The golden age of photography is gone. Today I was reading an article on a photography website which is now more oriented to smartphones and drone photography; I found that lenses are now considered 'peripherals.'
The other day some silly dude asked me to take a picture of him and his friend at a rather cheesy location; he handed me... a tablet! That was the dumbest thing I ever used to take a picture, but some people seem to find it more than acceptable for taking pictures.
If this is what photography is coming to, little wonder newspapers don't feel the need of having good photojournalists: people don't give a toss about creativity, photographic skills or image quality.
Adapt or die!

I know little about traditional print media companies, but what's really going on here? When I read these stories about mass firings I always wonder: Why does the shift to "...more emphasis and resources directed toward the digital side" necessitate the layoffs and firings of photographers/photojournalists?

I can see the need for downsizing, say, in areas like the company's distribution network, or a department like storage and darkroom processing. But these companies still need to have someone taking pictures, post-processing, editing, layout, etc, and given the relative ease of utilizing digital versus print material, I would think they would need/want more photographers for their online product.

It's happening in Australia too: http://www.theguardian.com/world/2014/may/07/fairfax-announces-80-editorial-redundancies

It's sad as many of us got our baptisms in photojournalism in newspapers. I really don't know where this is headed, but I don't think I like it.
My two pesos.

Manuel wrote "... It won't be long before we see a journalist at a war scenario fiddling with an iPhone."

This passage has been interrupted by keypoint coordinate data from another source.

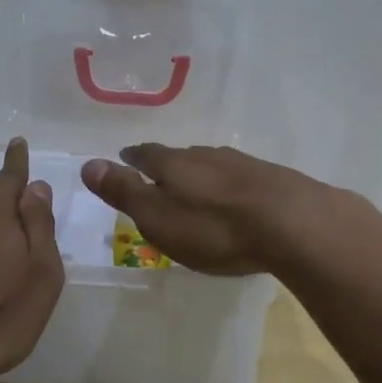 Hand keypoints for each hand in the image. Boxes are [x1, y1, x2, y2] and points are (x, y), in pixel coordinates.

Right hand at [78, 144, 322, 275]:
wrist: (293, 222)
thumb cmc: (215, 228)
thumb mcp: (159, 217)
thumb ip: (125, 192)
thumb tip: (88, 164)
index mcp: (174, 164)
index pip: (145, 155)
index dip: (132, 158)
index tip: (124, 159)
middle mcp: (206, 155)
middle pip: (179, 157)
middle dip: (166, 166)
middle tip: (158, 179)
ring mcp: (241, 164)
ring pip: (210, 165)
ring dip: (199, 175)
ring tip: (195, 190)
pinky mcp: (270, 178)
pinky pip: (238, 178)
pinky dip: (228, 186)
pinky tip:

It's already been done. Take a look at the Libyan Revolution pictures of Michael Christopher Brown. He was with Tim Hetherington and Chris Hondros when they were killed in an RPG attack, and he was wounded himself.

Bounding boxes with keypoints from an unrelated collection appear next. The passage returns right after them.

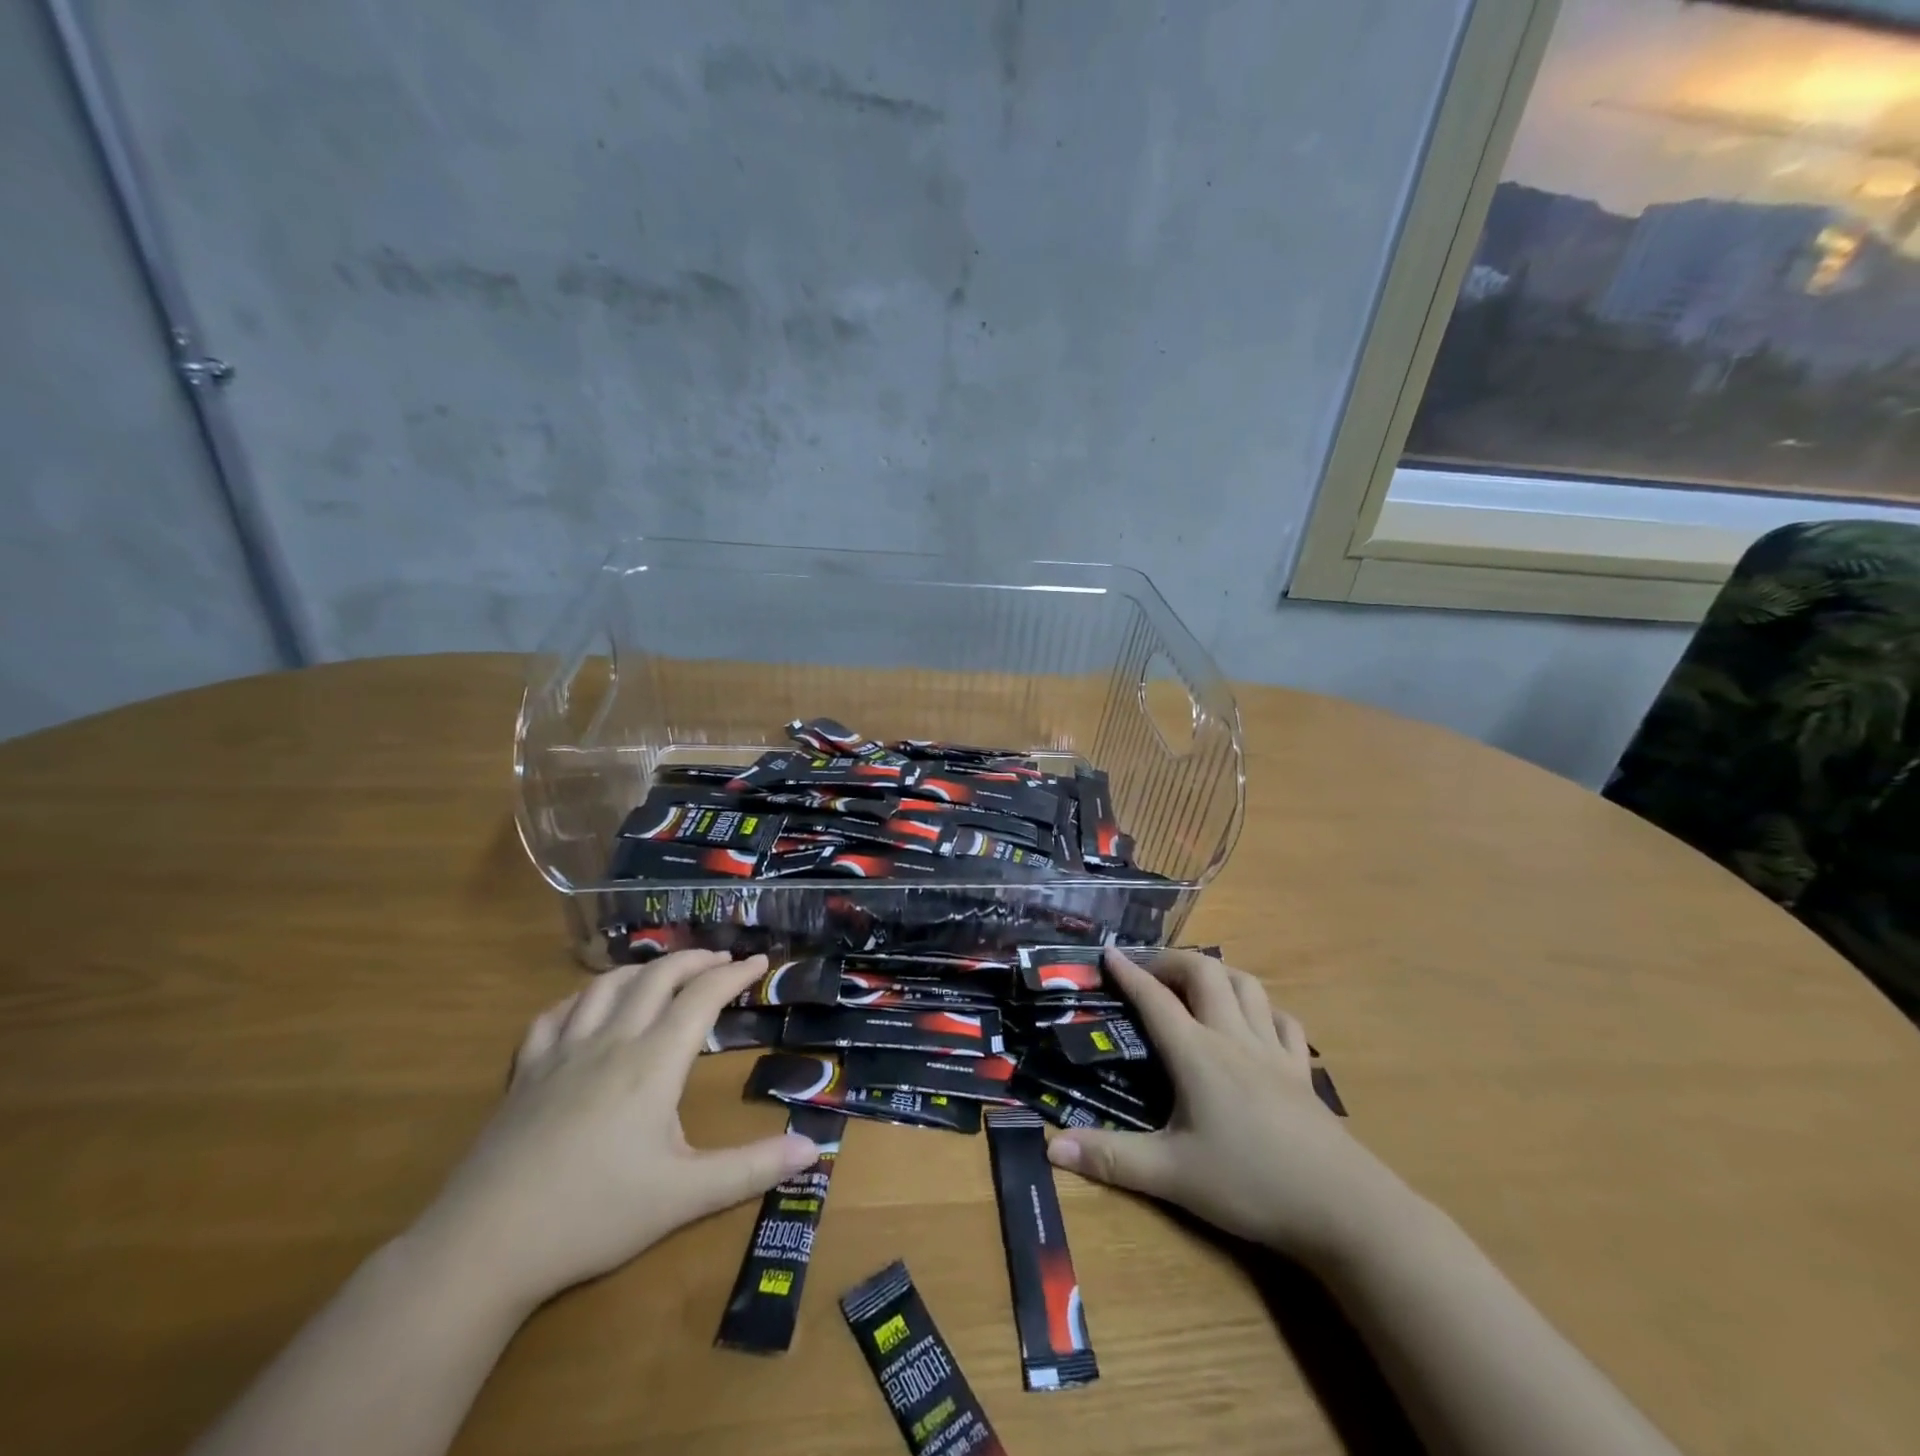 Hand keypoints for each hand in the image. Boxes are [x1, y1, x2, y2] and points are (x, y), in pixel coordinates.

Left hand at [408, 951, 818, 1314]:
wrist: (483, 1247)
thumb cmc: (593, 1216)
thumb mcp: (684, 1197)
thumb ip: (751, 1169)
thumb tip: (815, 1148)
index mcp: (653, 1062)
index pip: (702, 997)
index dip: (734, 974)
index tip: (759, 962)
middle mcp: (611, 1041)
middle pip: (656, 977)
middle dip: (694, 960)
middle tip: (720, 960)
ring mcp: (562, 1052)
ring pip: (605, 985)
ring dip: (641, 969)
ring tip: (662, 972)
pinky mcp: (524, 1073)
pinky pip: (554, 1014)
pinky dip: (581, 998)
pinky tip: (587, 1007)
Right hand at [1046, 948, 1411, 1266]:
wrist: (1342, 1207)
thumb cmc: (1250, 1183)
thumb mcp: (1172, 1175)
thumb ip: (1112, 1158)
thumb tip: (1051, 1150)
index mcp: (1197, 1053)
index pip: (1155, 998)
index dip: (1129, 972)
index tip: (1109, 952)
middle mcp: (1233, 1037)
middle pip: (1205, 973)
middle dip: (1173, 962)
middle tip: (1150, 974)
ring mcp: (1273, 1050)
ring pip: (1247, 986)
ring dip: (1218, 974)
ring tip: (1197, 987)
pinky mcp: (1302, 1071)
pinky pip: (1284, 1021)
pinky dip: (1264, 1009)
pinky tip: (1256, 1022)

iPhone or not, he's a classically trained photojournalist and understands journalism law and ethics plus the myriad of other issues needed to do his job well.

While he used an iPhone in Libya, photojournalists like him have other skills that some people in management believe to be unnecessary. That's the real problem.

Sadness, really. The work of all these men and women capturing moments in the world around me affected me and my image-making my entire life. We are now in the most narcissistic of times, where snapshots (my old photography teacher, Klaus Schnitzer, would pronounce the word 'schnapshots' -- as if he had tasted something vile -- ) of oneself now have a name that makes me shudder everytime I hear it, and I will not reproduce it here.

Presumably concentrating on the digital side really means stealing their content from someone else rather than creating their own In which case, who needs them, just die.

Photojournalists now seem to be getting the big picture.

I was just saying the other day while looking at the news that the art of photojournalism has been lost, its just wide cell phone shots and video grabs. A real shame.

I shutter to think what's happening to photojournalism. It's no longer black and white.

How is this a "purge?" The paper doesn't want to pay as much for the photography department. This has been going on for years. It's unfortunate, but I'm sure this is a business decision (smart or dumb), not a personal attack on these people.

It's natural to expect photographers who read TOP to expect that their like should be employed regardless of the economics of the employer, but I hope we're all adult enough to understand that that's not how the world works.

Photographic journalism got "crowd-sourced" or otherwise made irrelevant in the digital age as have many other once viable careers, my own included. I have no further comment other than to quote a Joni Mitchell song " you don't know what you've got 'til it's gone".

"I think a lot of PJ work in the future is going to be set events and portraits, and you don't need a huge staff for that, or even a lot of experience—it was work that was given to rookies in the past."

If you say so, but not necessarily true. But there are plenty of 'experts' who reckon they know how to do a better job. It's like firing a team of carpenters because you can finish the build with everything from Ikea. But what about the next build, and the one after that. While firing the entire photographic team looks like economic sense, how will it looks later on when the product looks valueless to the consumer. Value in value out.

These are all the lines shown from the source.